DATASET EXTRACT

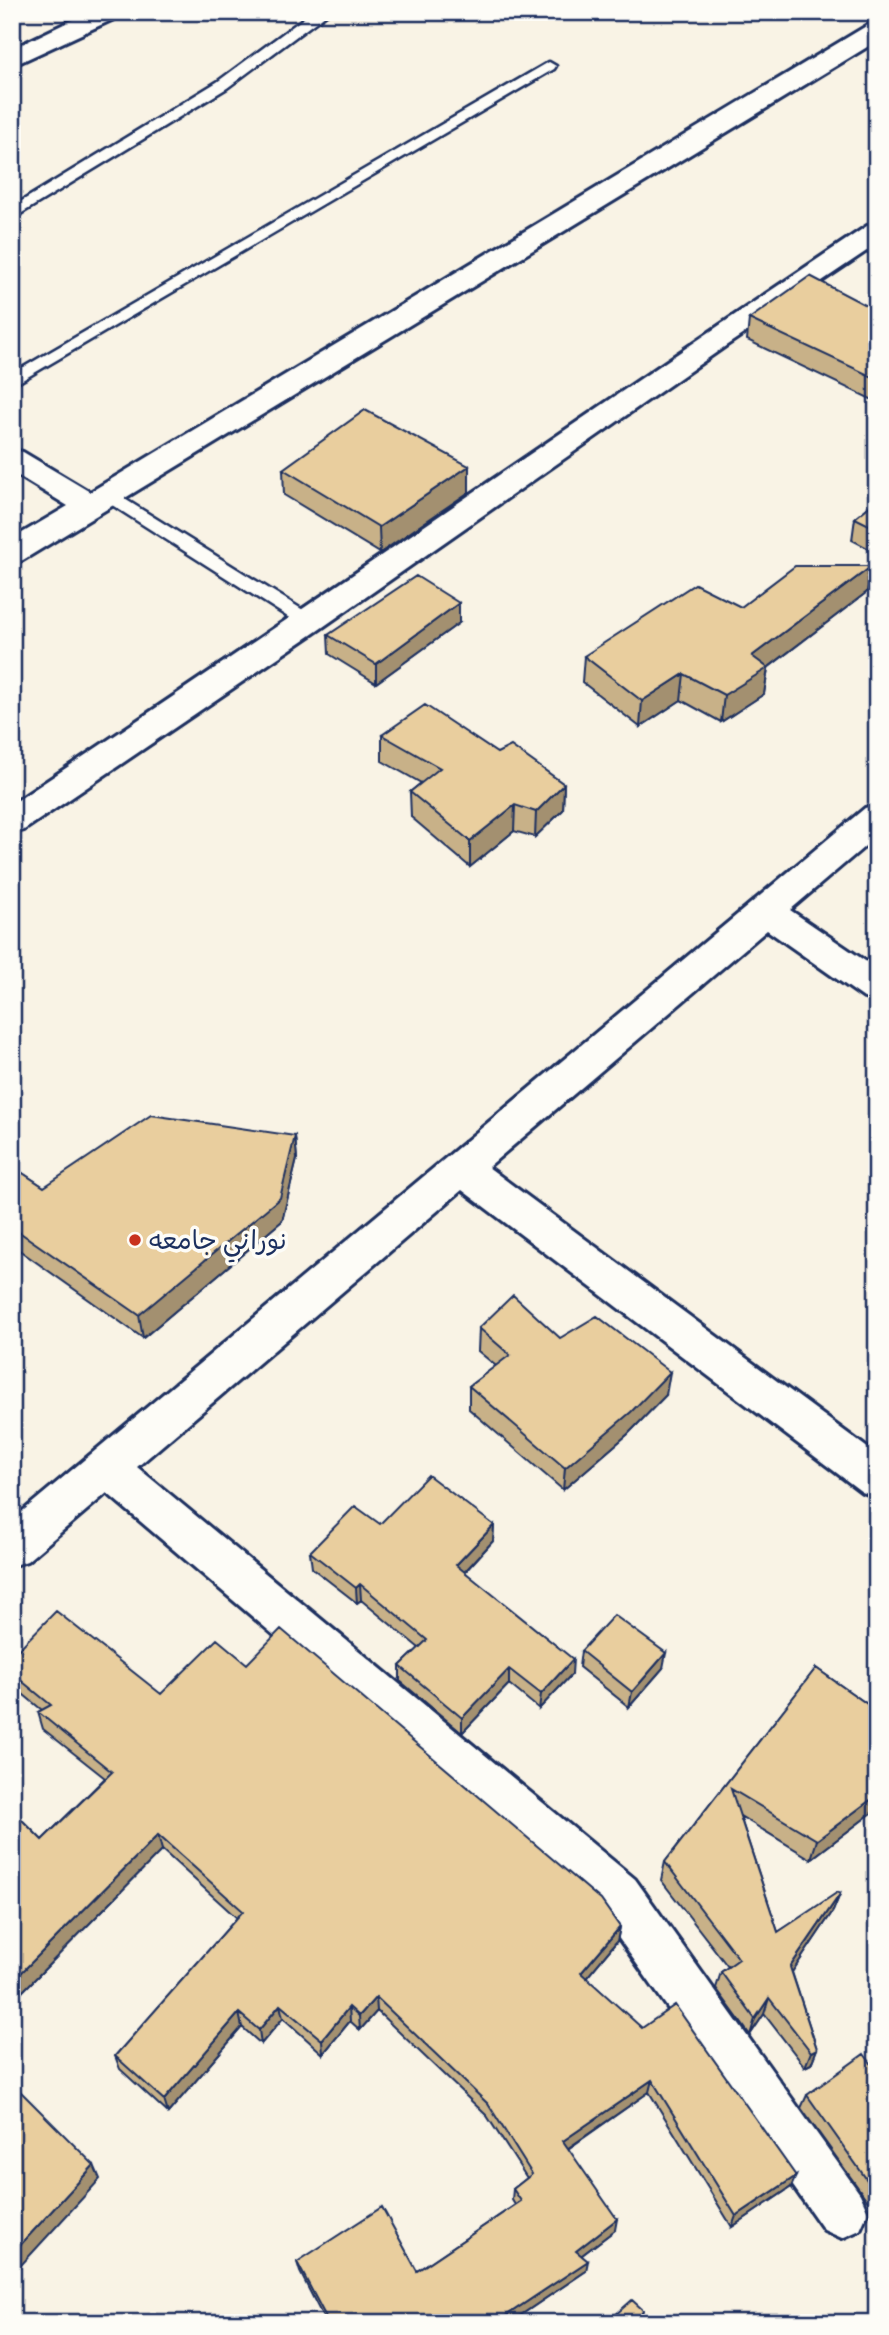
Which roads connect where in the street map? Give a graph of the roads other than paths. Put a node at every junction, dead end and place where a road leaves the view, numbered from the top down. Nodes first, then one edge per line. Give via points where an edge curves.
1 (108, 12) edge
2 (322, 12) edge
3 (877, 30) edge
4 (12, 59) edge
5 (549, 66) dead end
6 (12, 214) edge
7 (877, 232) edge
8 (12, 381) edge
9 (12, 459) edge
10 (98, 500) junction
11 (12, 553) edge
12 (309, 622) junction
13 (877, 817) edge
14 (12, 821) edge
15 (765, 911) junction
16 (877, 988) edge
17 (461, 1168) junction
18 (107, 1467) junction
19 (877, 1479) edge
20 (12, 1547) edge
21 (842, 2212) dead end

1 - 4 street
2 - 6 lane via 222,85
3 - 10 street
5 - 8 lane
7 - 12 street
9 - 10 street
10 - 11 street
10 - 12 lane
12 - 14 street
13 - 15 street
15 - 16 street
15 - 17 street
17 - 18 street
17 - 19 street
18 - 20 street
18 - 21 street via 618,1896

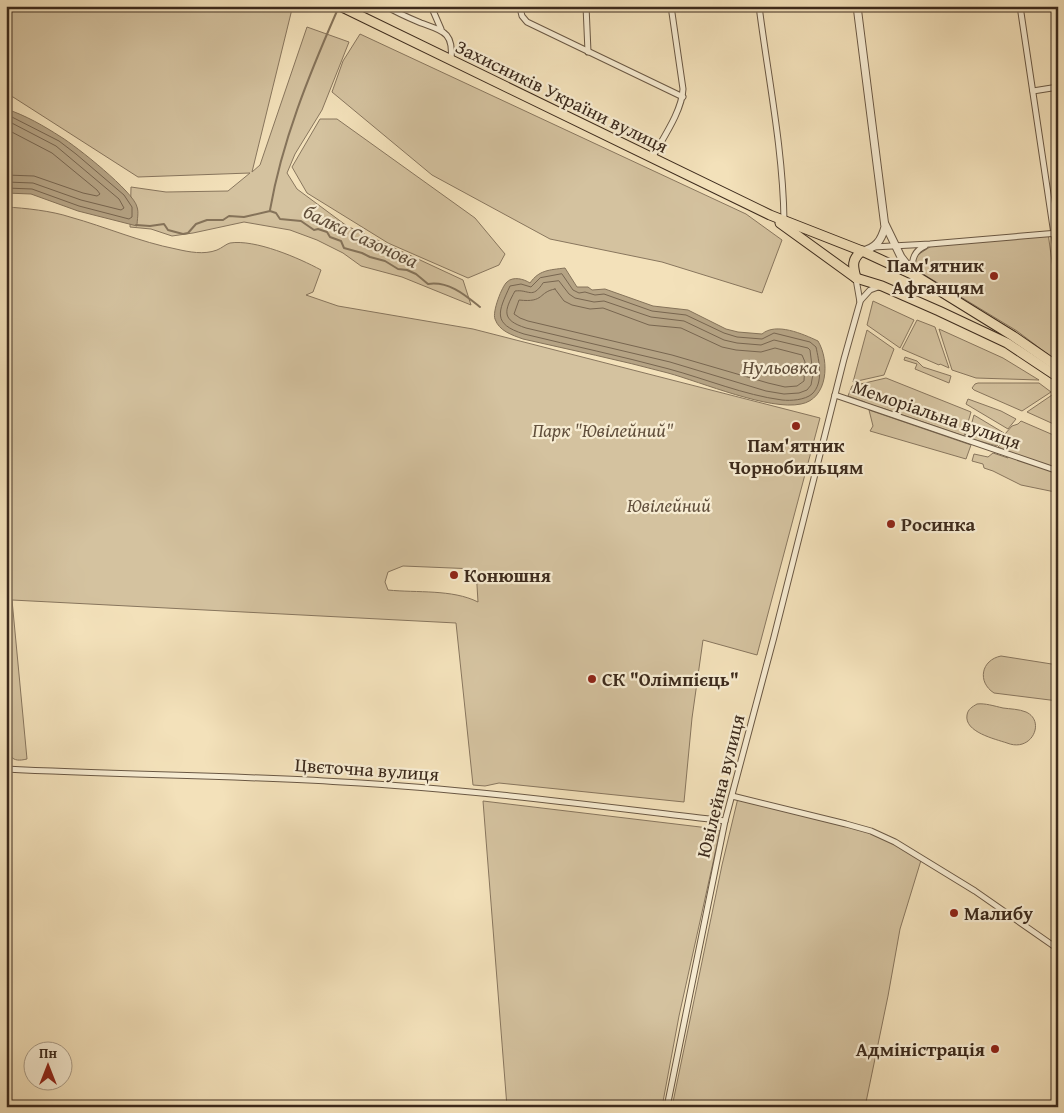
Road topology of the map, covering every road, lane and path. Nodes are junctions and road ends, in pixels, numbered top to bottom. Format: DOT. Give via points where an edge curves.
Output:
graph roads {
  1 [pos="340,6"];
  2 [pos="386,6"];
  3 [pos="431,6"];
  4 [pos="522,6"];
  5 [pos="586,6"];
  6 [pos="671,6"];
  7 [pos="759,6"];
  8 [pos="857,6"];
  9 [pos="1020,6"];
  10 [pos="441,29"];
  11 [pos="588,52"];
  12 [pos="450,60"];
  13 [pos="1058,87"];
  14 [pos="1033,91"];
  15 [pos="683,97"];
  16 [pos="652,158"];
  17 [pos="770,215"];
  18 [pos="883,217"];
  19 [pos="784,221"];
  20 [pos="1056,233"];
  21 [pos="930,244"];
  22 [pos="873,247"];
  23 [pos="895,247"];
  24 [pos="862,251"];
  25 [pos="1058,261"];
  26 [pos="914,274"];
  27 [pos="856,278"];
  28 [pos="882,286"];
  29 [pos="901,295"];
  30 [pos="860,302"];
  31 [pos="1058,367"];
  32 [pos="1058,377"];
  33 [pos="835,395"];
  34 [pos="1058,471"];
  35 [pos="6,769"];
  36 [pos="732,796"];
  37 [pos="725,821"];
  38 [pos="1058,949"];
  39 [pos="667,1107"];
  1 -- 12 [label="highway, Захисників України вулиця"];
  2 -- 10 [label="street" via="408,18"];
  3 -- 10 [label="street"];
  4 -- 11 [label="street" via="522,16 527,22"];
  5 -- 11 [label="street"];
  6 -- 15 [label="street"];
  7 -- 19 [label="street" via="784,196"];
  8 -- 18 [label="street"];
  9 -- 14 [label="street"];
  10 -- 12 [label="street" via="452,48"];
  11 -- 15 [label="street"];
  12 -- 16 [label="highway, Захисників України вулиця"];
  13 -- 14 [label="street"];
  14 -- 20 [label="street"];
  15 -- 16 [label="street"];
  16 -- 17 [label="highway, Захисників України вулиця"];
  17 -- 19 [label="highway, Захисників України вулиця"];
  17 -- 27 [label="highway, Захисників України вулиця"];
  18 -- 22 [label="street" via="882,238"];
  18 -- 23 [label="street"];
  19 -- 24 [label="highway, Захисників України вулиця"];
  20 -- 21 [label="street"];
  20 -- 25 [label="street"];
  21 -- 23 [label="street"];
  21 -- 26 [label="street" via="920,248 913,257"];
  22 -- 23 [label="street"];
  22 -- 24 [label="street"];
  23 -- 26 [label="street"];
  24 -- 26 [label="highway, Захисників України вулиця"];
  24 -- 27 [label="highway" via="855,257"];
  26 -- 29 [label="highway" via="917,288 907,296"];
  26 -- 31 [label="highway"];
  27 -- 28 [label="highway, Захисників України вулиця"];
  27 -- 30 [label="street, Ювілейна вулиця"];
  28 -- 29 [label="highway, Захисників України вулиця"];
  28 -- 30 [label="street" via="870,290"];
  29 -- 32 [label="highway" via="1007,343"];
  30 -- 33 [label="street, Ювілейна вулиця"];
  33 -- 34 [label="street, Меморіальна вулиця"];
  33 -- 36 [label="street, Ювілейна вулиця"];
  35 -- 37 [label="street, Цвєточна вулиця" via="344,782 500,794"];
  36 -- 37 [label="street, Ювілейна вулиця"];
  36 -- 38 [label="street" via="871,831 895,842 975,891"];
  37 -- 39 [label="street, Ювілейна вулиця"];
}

ACTIVITY
Which lines above hold the string "lane"? Please copy all of them.

RESULT OF THE TASK
2 - 6 lane via 222,85
5 - 8 lane
10 - 12 lane
Road topology of the map, covering every road, lane and path. Nodes are junctions and road ends, in pixels, numbered top to bottom. Format: DOT. Give via points where an edge curves.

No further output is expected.